DIRECTIONS — Copy out the data so that nothing differs from the original.

GIVEN RECORDS Start Marker

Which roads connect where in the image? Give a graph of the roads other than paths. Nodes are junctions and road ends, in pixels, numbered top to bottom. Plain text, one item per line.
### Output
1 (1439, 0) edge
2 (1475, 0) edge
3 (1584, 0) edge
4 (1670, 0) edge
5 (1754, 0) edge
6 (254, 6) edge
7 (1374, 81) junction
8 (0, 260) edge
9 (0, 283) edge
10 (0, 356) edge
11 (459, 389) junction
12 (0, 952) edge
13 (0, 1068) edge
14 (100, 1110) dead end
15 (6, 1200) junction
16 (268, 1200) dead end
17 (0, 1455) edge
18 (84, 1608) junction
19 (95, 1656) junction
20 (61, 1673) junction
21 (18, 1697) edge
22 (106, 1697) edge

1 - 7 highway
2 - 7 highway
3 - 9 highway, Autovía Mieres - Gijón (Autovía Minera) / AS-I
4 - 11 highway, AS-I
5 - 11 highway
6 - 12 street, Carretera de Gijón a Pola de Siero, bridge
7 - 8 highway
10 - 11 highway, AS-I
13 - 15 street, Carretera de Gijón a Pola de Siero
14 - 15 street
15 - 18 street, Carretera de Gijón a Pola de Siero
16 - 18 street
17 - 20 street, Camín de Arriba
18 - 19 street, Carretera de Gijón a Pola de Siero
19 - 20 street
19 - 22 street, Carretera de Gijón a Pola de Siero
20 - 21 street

GIVEN RECORDS End Marker

ANSWER TO THIS TASK —
Which roads connect where in the image? Give a graph of the roads other than paths. Nodes are junctions and road ends, in pixels, numbered top to bottom. Plain text, one item per line.
### Output
1 (1439, 0) edge
2 (1475, 0) edge
3 (1584, 0) edge
4 (1670, 0) edge
5 (1754, 0) edge
6 (254, 6) edge
7 (1374, 81) junction
8 (0, 260) edge
9 (0, 283) edge
10 (0, 356) edge
11 (459, 389) junction
12 (0, 952) edge
13 (0, 1068) edge
14 (100, 1110) dead end
15 (6, 1200) junction
16 (268, 1200) dead end
17 (0, 1455) edge
18 (84, 1608) junction
19 (95, 1656) junction
20 (61, 1673) junction
21 (18, 1697) edge
22 (106, 1697) edge

1 - 7 highway
2 - 7 highway
3 - 9 highway, Autovía Mieres - Gijón (Autovía Minera) / AS-I
4 - 11 highway, AS-I
5 - 11 highway
6 - 12 street, Carretera de Gijón a Pola de Siero, bridge
7 - 8 highway
10 - 11 highway, AS-I
13 - 15 street, Carretera de Gijón a Pola de Siero
14 - 15 street
15 - 18 street, Carretera de Gijón a Pola de Siero
16 - 18 street
17 - 20 street, Camín de Arriba
18 - 19 street, Carretera de Gijón a Pola de Siero
19 - 20 street
19 - 22 street, Carretera de Gijón a Pola de Siero
20 - 21 street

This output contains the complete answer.